Task instructions
Scan the listing for the word "Left" and report every line that contains it.

Records provided
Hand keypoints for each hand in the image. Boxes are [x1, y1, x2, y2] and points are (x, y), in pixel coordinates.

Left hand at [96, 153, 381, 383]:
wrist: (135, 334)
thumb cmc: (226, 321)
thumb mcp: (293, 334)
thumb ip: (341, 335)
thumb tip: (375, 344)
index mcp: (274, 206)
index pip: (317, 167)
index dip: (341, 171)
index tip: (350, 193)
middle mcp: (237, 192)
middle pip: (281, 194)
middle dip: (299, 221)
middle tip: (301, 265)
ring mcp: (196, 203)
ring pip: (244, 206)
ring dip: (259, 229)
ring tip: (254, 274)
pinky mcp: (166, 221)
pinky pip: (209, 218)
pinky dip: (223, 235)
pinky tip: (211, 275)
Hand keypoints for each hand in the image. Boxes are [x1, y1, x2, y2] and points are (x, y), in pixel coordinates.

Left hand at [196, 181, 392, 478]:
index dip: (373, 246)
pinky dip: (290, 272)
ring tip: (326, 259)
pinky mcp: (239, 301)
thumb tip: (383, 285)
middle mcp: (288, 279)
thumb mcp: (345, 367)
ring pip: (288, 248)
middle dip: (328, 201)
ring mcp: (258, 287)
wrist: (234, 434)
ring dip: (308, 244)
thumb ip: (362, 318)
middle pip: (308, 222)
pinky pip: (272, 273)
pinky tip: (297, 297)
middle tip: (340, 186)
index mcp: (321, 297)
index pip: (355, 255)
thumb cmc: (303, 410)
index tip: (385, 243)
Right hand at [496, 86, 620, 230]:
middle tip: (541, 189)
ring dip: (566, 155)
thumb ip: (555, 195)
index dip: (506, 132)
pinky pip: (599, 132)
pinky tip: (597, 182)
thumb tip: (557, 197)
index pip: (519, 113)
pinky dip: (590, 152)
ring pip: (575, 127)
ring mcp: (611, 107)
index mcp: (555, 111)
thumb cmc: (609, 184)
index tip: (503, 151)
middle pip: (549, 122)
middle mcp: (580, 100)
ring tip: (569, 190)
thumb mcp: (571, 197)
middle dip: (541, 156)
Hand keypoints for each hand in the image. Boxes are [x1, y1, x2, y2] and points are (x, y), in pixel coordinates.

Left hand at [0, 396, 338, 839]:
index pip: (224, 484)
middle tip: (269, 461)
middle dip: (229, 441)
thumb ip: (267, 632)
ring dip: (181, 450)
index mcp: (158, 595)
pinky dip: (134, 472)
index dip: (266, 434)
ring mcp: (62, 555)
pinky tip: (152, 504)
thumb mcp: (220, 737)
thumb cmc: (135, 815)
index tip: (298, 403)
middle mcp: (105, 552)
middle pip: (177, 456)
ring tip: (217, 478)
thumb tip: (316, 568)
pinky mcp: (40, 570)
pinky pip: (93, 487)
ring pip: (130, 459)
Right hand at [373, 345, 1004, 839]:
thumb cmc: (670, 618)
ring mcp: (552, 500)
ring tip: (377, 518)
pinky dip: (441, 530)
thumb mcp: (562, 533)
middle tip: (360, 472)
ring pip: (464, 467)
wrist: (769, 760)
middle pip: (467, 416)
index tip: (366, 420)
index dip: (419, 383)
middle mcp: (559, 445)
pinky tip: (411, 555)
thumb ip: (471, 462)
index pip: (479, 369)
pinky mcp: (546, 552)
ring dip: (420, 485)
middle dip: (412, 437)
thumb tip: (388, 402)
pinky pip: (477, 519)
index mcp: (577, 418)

Worked solution
Left hand at [96, 153, 381, 383]:
Left hand at [196, 181, 392, 478]:
Left hand at [0, 396, 338, 839]:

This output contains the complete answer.